In a March 18 letter to the FDA Commissioner, a bipartisan group of US Senators urged the Food and Drug Administration to go back to the drawing board in its efforts to regulate mobile medical applications. While complimenting the FDA on its guidance issued last September, the senators said that it did not go far enough:
“While the FDA’s final guidance has provided clarity on the agency’s approach to regulation of mobile medical applications, we believe more transparency is needed to avoid stakeholder confusion over how a wider range of medical software might be appropriately regulated.”
The letter included a set of nine wide-ranging and probing questions about FDA’s approach to regulating mobile health apps.

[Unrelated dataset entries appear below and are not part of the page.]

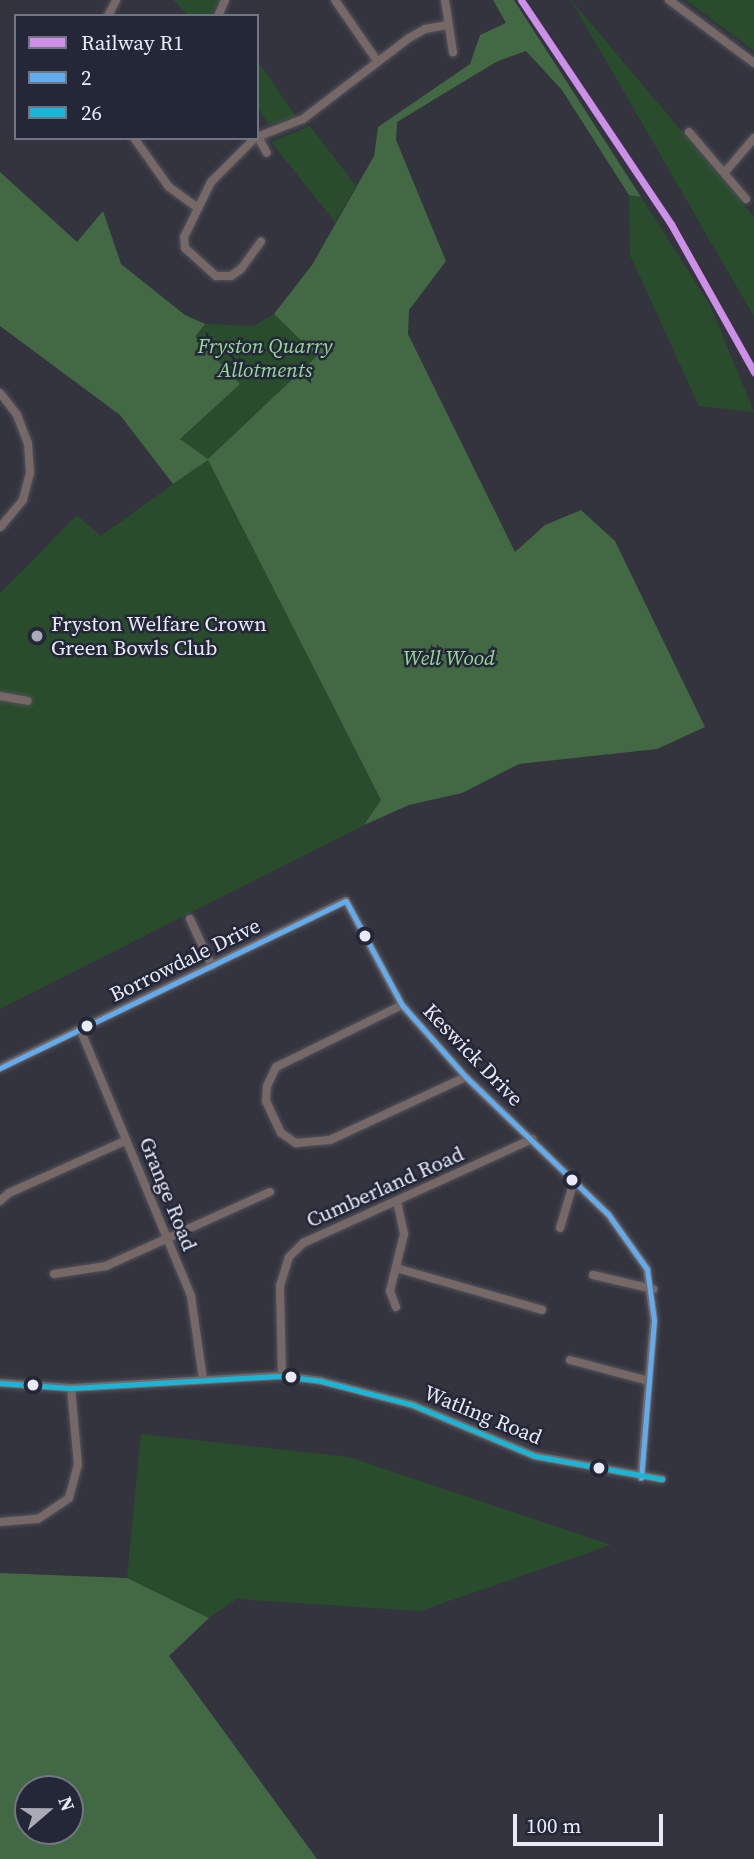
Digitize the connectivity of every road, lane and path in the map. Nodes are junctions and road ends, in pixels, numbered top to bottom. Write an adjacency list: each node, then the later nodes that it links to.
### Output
1 (335, 0): 6 (street)
2 (445, 0): 4 (street)
3 (669, 0): 7 (street)
4 (448, 25): 5 (street); 6 (street)
5 (453, 52)
6 (378, 62): 9 (street)
7 (754, 63)
8 (689, 132): 15 (street)
9 (259, 136)
10 (754, 138): 15 (street)
11 (135, 140): 17 (street)
12 (253, 140): 17 (street)
13 (259, 140): 14 (street)
14 (267, 153)
15 (725, 172): 16 (street)
16 (746, 199)
17 (198, 208): 18 (street)
18 (261, 241)
19 (0, 393): 20 (street)
20 (0, 527)
21 (0, 696): 22 (street)
22 (28, 701)
23 (346, 901): 25 (street, Borrowdale Drive); 26 (street, Keswick Drive)
24 (190, 919): 25 (street)
25 (212, 966): 27 (street, Borrowdale Drive)
26 (402, 1005): 29 (street, Keswick Drive); 29 (street)
27 (80, 1029): 28 (street, Borrowdale Drive); 31 (street, Grange Road)
28 (0, 1068)
29 (466, 1077): 30 (street, Keswick Drive)
30 (532, 1139): 32 (street, Keswick Drive); 35 (street, Cumberland Road)
31 (127, 1140): 34 (street); 37 (street, Grange Road)
32 (574, 1181): 36 (street); 41 (street, Keswick Drive)
33 (270, 1192): 37 (street)
34 (0, 1200)
35 (397, 1201): 38 (street); 45 (street, Cumberland Road)
36 (560, 1228)
37 (169, 1240): 39 (street); 46 (street, Grange Road)
38 (396, 1268): 42 (street); 43 (street)
39 (54, 1275)
40 (593, 1275): 41 (street)
41 (653, 1289): 47 (street, Keswick Drive)
42 (396, 1307)
43 (542, 1310)
44 (570, 1360): 47 (street)
45 (282, 1376): 46 (street, Watling Road); 50 (street, Watling Road)
46 (203, 1378): 49 (street, Watling Road)
47 (649, 1381): 50 (street, Keswick Drive)
48 (0, 1383): 49 (street, Watling Road)
49 (71, 1388): 52 (street)
50 (641, 1477): 51 (street, Watling Road)
51 (662, 1479)
52 (0, 1521)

While not tipping the legislator’s hands, the questions suggest that Congress may be open to an extensive rethinking both of how the agency should regulate apps and other medical software, and of what role other agencies might play in their oversight.
As several observers have noted, the letter comes shortly after the introduction in February of the “Preventing Regulatory Overreach To Enhance Care Technology (PROTECT) Act of 2014.” The proposed bill would exempt “clinical and health software” from regulation as a medical device under the FD&C Act. The rationale for the bill is that “consumers and innovators need a new risk-based framework for the oversight of clinical and health software that improves on the framework of the Food and Drug Administration.”